:: INSTRUCTIONS TO FOLLOW ::
If a line below contains the string "JANEIRO", return that line.

:: EXERCISE INPUT ::

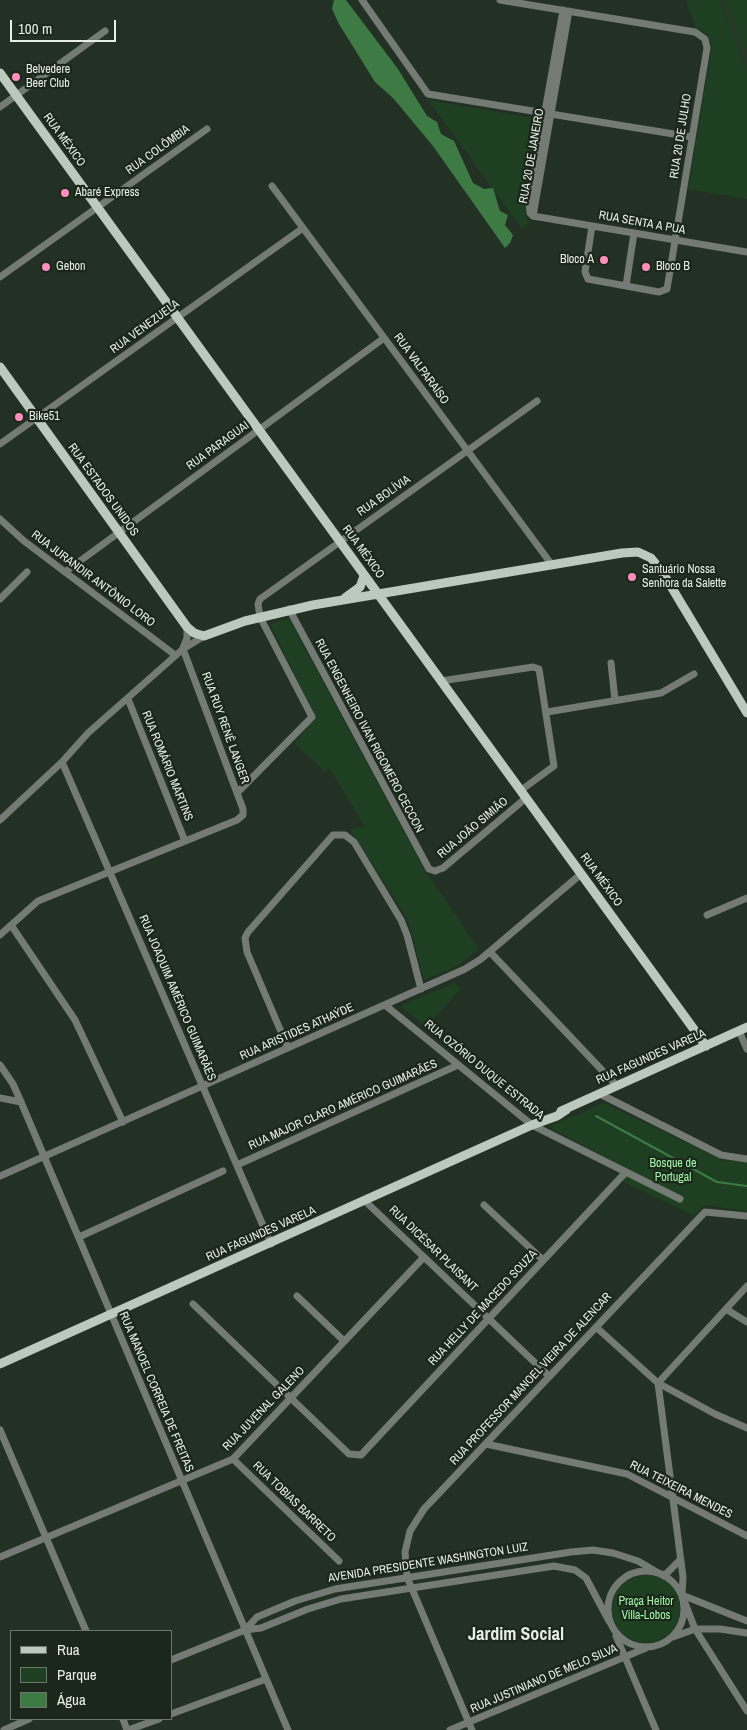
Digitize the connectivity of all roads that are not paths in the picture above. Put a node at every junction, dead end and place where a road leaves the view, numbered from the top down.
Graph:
1 (362, 0) edge
2 (500, 0) edge
3 (566, 11) junction
4 (105, 32) dead end
5 (0, 73) edge
6 (16, 96) junction
7 (0, 107) edge
8 (548, 113) junction
9 (207, 129) dead end
10 (692, 137) junction
11 (272, 186) dead end
12 (97, 207) junction
13 (533, 216) joint
14 (592, 226) junction
15 (303, 228) junction
16 (634, 233) junction
17 (676, 240) junction
18 (747, 252) edge
19 (0, 277) edge
20 (626, 286) junction
21 (177, 318) junction
22 (384, 338) junction
23 (0, 367) edge
24 (537, 401) dead end
25 (36, 418) junction
26 (259, 430) junction
27 (0, 444) edge
28 (467, 451) junction
29 (0, 519) edge
30 (119, 532) junction
31 (340, 542) junction
32 (552, 565) junction
33 (27, 572) dead end
34 (65, 572) junction
35 (364, 576) junction
36 (378, 594) junction
37 (0, 599) edge
38 (341, 600) junction
39 (289, 609) junction
40 (260, 617) junction
41 (187, 626) junction
42 (204, 636) junction
43 (183, 649) junction
44 (175, 656) junction
45 (610, 663) dead end
46 (694, 674) dead end
47 (441, 681) junction
48 (128, 699) junction
49 (615, 700) junction
50 (547, 712) junction
51 (747, 713) edge
52 (62, 762) junction
53 (237, 793) junction
54 (523, 795) junction
55 (0, 820) edge
56 (185, 841) junction
57 (432, 871) joint
58 (109, 872) junction
59 (581, 874) junction
60 (747, 898) edge
61 (707, 915) dead end
62 (11, 924) junction
63 (0, 935) edge
64 (490, 952) junction
65 (421, 989) junction
66 (385, 1005) junction
67 (743, 1029) edge
68 (706, 1046) junction
69 (288, 1048) junction
70 (747, 1049) edge
71 (458, 1064) junction
72 (0, 1065) edge
73 (618, 1086) junction
74 (203, 1087) junction
75 (600, 1094) junction
76 (0, 1098) edge
77 (21, 1102) junction
78 (123, 1122) junction
79 (532, 1125) junction
80 (45, 1157) junction
81 (747, 1159) edge
82 (237, 1165) junction
83 (223, 1172) dead end
84 (624, 1173) junction
85 (0, 1176) edge
86 (680, 1200) dead end
87 (365, 1201) junction
88 (484, 1204) dead end
89 (747, 1216) edge
90 (78, 1237) junction
91 (271, 1244) junction
92 (424, 1257) junction
93 (543, 1260) junction
94 (747, 1286) edge
95 (297, 1296) dead end
96 (193, 1304) dead end
97 (726, 1309) junction
98 (112, 1316) junction
99 (489, 1319) junction
100 (747, 1322) edge
101 (596, 1327) junction
102 (344, 1341) junction
103 (0, 1364) edge
104 (550, 1376) junction
105 (658, 1383) junction
106 (291, 1398) junction
107 (747, 1428) edge
108 (0, 1430) edge
109 (486, 1444) junction
110 (233, 1459) junction
111 (182, 1481) junction
112 (672, 1496) junction
113 (747, 1536) edge
114 (46, 1538) junction
115 (0, 1557) edge
116 (679, 1561) junction
117 (339, 1562) dead end
118 (662, 1575) junction
119 (408, 1577) junction
120 (412, 1588) junction
121 (682, 1595) junction
122 (609, 1621) junction
123 (747, 1621) edge
124 (695, 1629) junction
125 (86, 1630) edge
126 (245, 1630) junction
127 (614, 1630) junction
128 (747, 1632) edge
129 (671, 1638) junction
130 (647, 1647) junction
131 (625, 1657) junction
132 (172, 1660) edge
133 (266, 1679) junction
134 (747, 1711) edge
135 (172, 1714) edge
136 (26, 1720) edge
137 (156, 1720) edge
138 (469, 1722) junction
139 (11, 1726) junction
140 (0, 1727) edge
141 (4, 1730) edge
142 (128, 1730) edge
143 (288, 1730) edge
144 (450, 1730) edge
145 (472, 1730) edge
146 (656, 1730) edge

1 - 8 street
2 - 3 street
3 - 8 street, RUA 20 DE JANEIRO
3 - 10 street, RUA 20 DE JULHO
4 - 6 street
5 - 6 main road, RUA MÉXICO
6 - 7 street
6 - 12 main road, RUA MÉXICO
8 - 10 street
8 - 13 street, RUA 20 DE JANEIRO
9 - 12 street, RUA COLÔMBIA
10 - 17 street, RUA 20 DE JULHO
11 - 15 street, RUA VALPARAÍSO
12 - 19 street, RUA COLÔMBIA
12 - 21 main road, RUA MÉXICO
13 - 14 street, RUA SENTA A PUA
14 - 16 street, RUA SENTA A PUA
14 - 20 street
15 - 21 street, RUA VENEZUELA
15 - 22 street, RUA VALPARAÍSO
16 - 17 street, RUA SENTA A PUA
16 - 20 street
17 - 18 street, RUA SENTA A PUA
17 - 20 street, RUA 20 DE JULHO
21 - 25 street, RUA VENEZUELA
21 - 26 main road, RUA MÉXICO
22 - 26 street, RUA PARAGUAI
22 - 28 street, RUA VALPARAÍSO
23 - 25 main road, RUA ESTADOS UNIDOS
24 - 28 street, RUA BOLÍVIA
25 - 27 street, RUA VENEZUELA
25 - 30 main road, RUA ESTADOS UNIDOS
26 - 30 street, RUA PARAGUAI
26 - 31 main road, RUA MÉXICO
28 - 31 street, RUA BOLÍVIA
28 - 32 street, RUA VALPARAÍSO
29 - 34 street, RUA JURANDIR ANTÔNIO LORO
30 - 34 street, RUA PARAGUAI
30 - 41 main road, RUA ESTADOS UNIDOS
31 - 35 main road, RUA MÉXICO
31 - 40 street, RUA BOLÍVIA
32 - 36 main road
32 - 51 main road
33 - 37 street
34 - 44 street, RUA JURANDIR ANTÔNIO LORO
35 - 36 main road, RUA MÉXICO
35 - 38 main road
36 - 38 main road
36 - 47 main road, RUA MÉXICO
38 - 39 main road
39 - 40 main road
39 - 57 street, RUA ENGENHEIRO IVAN RIGOMERO CECCON
40 - 42 main road
40 - 53 street
41 - 42 main road, RUA ESTADOS UNIDOS
41 - 43 street
42 - 43 street
43 - 44 street
43 - 53 street, RUA RUY RENÊ LANGER
44 - 48 street
45 - 49 street
46 - 49 street
47 - 50 street
47 - 54 main road, RUA MÉXICO
48 - 52 street
48 - 56 street, RUA ROMÁRIO MARTINS
49 - 50 street
50 - 54 street, RUA JOÃO SIMIÃO
52 - 55 street
52 - 58 street, RUA JOAQUIM AMÉRICO GUIMARÃES
53 - 56 street, RUA RUY RENÊ LANGER
54 - 57 street, RUA JOÃO SIMIÃO
54 - 59 main road, RUA MÉXICO
56 - 58 street
58 - 62 street
58 - 74 street, RUA JOAQUIM AMÉRICO GUIMARÃES
59 - 64 street, RUA ARISTIDES ATHAÝDE
59 - 68 main road, RUA MÉXICO
60 - 61 street
62 - 63 street
62 - 78 street
64 - 65 street, RUA ARISTIDES ATHAÝDE
64 - 73 street
65 - 66 street, RUA ARISTIDES ATHAÝDE
65 - 69 street
66 - 69 street, RUA ARISTIDES ATHAÝDE
66 - 71 street, RUA OZÓRIO DUQUE ESTRADA
67 - 68 main road, RUA FAGUNDES VARELA
67 - 70 street
68 - 73 main road, RUA FAGUNDES VARELA
69 - 74 street, RUA ARISTIDES ATHAÝDE
71 - 79 street, RUA OZÓRIO DUQUE ESTRADA
71 - 82 street, RUA MAJOR CLARO AMÉRICO GUIMARÃES
72 - 77 street, RUA MANOEL CORREIA DE FREITAS
73 - 75 main road, RUA FAGUNDES VARELA
74 - 78 street, RUA ARISTIDES ATHAÝDE
74 - 82 street, RUA JOAQUIM AMÉRICO GUIMARÃES
75 - 79 main road, RUA FAGUNDES VARELA
75 - 81 street
76 - 77 street
77 - 80 street, RUA MANOEL CORREIA DE FREITAS
78 - 80 street, RUA ARISTIDES ATHAÝDE
79 - 84 street, RUA OZÓRIO DUQUE ESTRADA
79 - 87 main road, RUA FAGUNDES VARELA
80 - 85 street, RUA ARISTIDES ATHAÝDE
80 - 90 street, RUA MANOEL CORREIA DE FREITAS
82 - 91 street, RUA JOAQUIM AMÉRICO GUIMARÃES
83 - 90 street
84 - 86 street, RUA OZÓRIO DUQUE ESTRADA
84 - 93 street, RUA HELLY DE MACEDO SOUZA
87 - 91 main road, RUA FAGUNDES VARELA
87 - 92 street, RUA DICÉSAR PLAISANT
88 - 93 street
89 - 101 street, RUA PROFESSOR MANOEL VIEIRA DE ALENCAR
90 - 98 street, RUA MANOEL CORREIA DE FREITAS
91 - 98 main road, RUA FAGUNDES VARELA
92 - 99 street, RUA DICÉSAR PLAISANT
92 - 102 street, RUA JUVENAL GALENO
93 - 99 street, RUA HELLY DE MACEDO SOUZA
94 - 97 street
95 - 102 street
96 - 106 street
97 - 100 street
97 - 105 street
98 - 103 main road, RUA FAGUNDES VARELA
98 - 111 street, RUA MANOEL CORREIA DE FREITAS
99 - 104 street, RUA DICÉSAR PLAISANT
99 - 106 street, RUA HELLY DE MACEDO SOUZA
101 - 104 street, RUA PROFESSOR MANOEL VIEIRA DE ALENCAR
101 - 105 street
102 - 106 street, RUA JUVENAL GALENO
104 - 109 street, RUA PROFESSOR MANOEL VIEIRA DE ALENCAR
105 - 107 street
105 - 112 street
106 - 110 street, RUA JUVENAL GALENO
108 - 114 street
109 - 112 street, RUA TEIXEIRA MENDES
109 - 119 street, RUA PROFESSOR MANOEL VIEIRA DE ALENCAR
110 - 111 street, RUA JUVENAL GALENO
110 - 117 street, RUA TOBIAS BARRETO
111 - 114 street, RUA JUVENAL GALENO
111 - 126 street, RUA MANOEL CORREIA DE FREITAS
112 - 113 street, RUA TEIXEIRA MENDES
112 - 116 street
114 - 115 street, RUA JUVENAL GALENO
114 - 125 street
116 - 118 street
116 - 121 street
118 - 119 street, AVENIDA PRESIDENTE WASHINGTON LUIZ
118 - 121 street
118 - 122 street
119 - 120 street, RUA PROFESSOR MANOEL VIEIRA DE ALENCAR
119 - 126 street, AVENIDA PRESIDENTE WASHINGTON LUIZ
120 - 122 street, AVENIDA PRESIDENTE WASHINGTON LUIZ
120 - 126 street, AVENIDA PRESIDENTE WASHINGTON LUIZ
120 - 138 street, RUA PROFESSOR MANOEL VIEIRA DE ALENCAR
121 - 123 street
121 - 124 street
121 - 129 street
122 - 127 street
124 - 128 street
124 - 129 street
124 - 134 street
126 - 132 street
126 - 133 street, RUA MANOEL CORREIA DE FREITAS
127 - 130 street
127 - 131 street
129 - 130 street
130 - 131 street, RUA JUSTINIANO DE MELO SILVA
131 - 138 street, RUA JUSTINIANO DE MELO SILVA
131 - 146 street
133 - 135 street
133 - 143 street, RUA MANOEL CORREIA DE FREITAS
136 - 139 street
137 - 142 street
138 - 144 street, RUA JUSTINIANO DE MELO SILVA
138 - 145 street, RUA PROFESSOR MANOEL VIEIRA DE ALENCAR
139 - 140 street
139 - 141 street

:: REPLY ::
3 - 8 street, RUA 20 DE JANEIRO
8 - 13 street, RUA 20 DE JANEIRO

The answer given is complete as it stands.